I watched the three presidential debates with interest. Bush, as the incumbent, held no surprises. He had the same trigger-happy, Ollie North demeanor of his debates with Al Gore four years ago. As a sitting president with four years of experience under his belt, were there signs of maturity, of statesmanship, of growth on the job? Hardly. This president is not capable of learning from mistakes.
I am no Kerry shill, but I was impressed by his performance in the debates. He kept Bush on the defensive about his dismal record on the economy, the national debt, Osama bin Laden, and Iraq. Kerry actually had a plan, while Bush had nothing new to offer. Side-by-side, Kerry looked confident, thoughtful, commanding—in a word, presidential. Bush sounded whiny and intellectually-challenged.
Jon Carroll, an insightful columnist at the San Francisco Chronicle, is less than impressed with the way this campaign has been conducted.

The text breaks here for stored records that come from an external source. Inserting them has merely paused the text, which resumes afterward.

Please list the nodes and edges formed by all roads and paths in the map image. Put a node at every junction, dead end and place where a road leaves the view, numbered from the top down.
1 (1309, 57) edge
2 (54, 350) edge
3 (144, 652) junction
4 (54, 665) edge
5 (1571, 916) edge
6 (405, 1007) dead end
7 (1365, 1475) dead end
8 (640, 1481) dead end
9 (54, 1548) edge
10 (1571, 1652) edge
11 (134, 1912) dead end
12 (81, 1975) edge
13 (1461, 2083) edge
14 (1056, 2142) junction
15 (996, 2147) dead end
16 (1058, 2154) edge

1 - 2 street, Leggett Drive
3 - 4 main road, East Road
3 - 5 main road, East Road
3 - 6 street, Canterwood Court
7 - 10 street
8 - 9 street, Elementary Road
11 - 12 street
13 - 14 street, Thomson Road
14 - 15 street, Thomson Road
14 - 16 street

In his view, no one has really discussed the root cause of the violence against America.
“No one wants to say that until the problem with Israel and the Palestinians is solved, there is not a hope in hell that this [terrorism/Islamic fundamentalism] will go away,” he writes. “You want to fight terror? Get the Palestinians a homeland. This is not an opinion; it’s not even a policy; it’s just true. We can eat all the rhetoric and appeals to biblical land rights and solemn mentions of tribal pride we can stomach; we still won’t get anywhere until we force the sides to make an agreement and live by it.”
My sentiments entirely. Three years after the fact, we still can’t face the possibility that our own actions in Palestine provoked this violence against us. So we shall reduce another country to rubble, and impose our version of peace on it. It is tragic that the peace we seem to be bringing to Iraq is looking more and more like the peace Sharon has brought to Palestine.
May God help us all to not look away, to probe deeper, and take responsibility for our own actions—at home and abroad.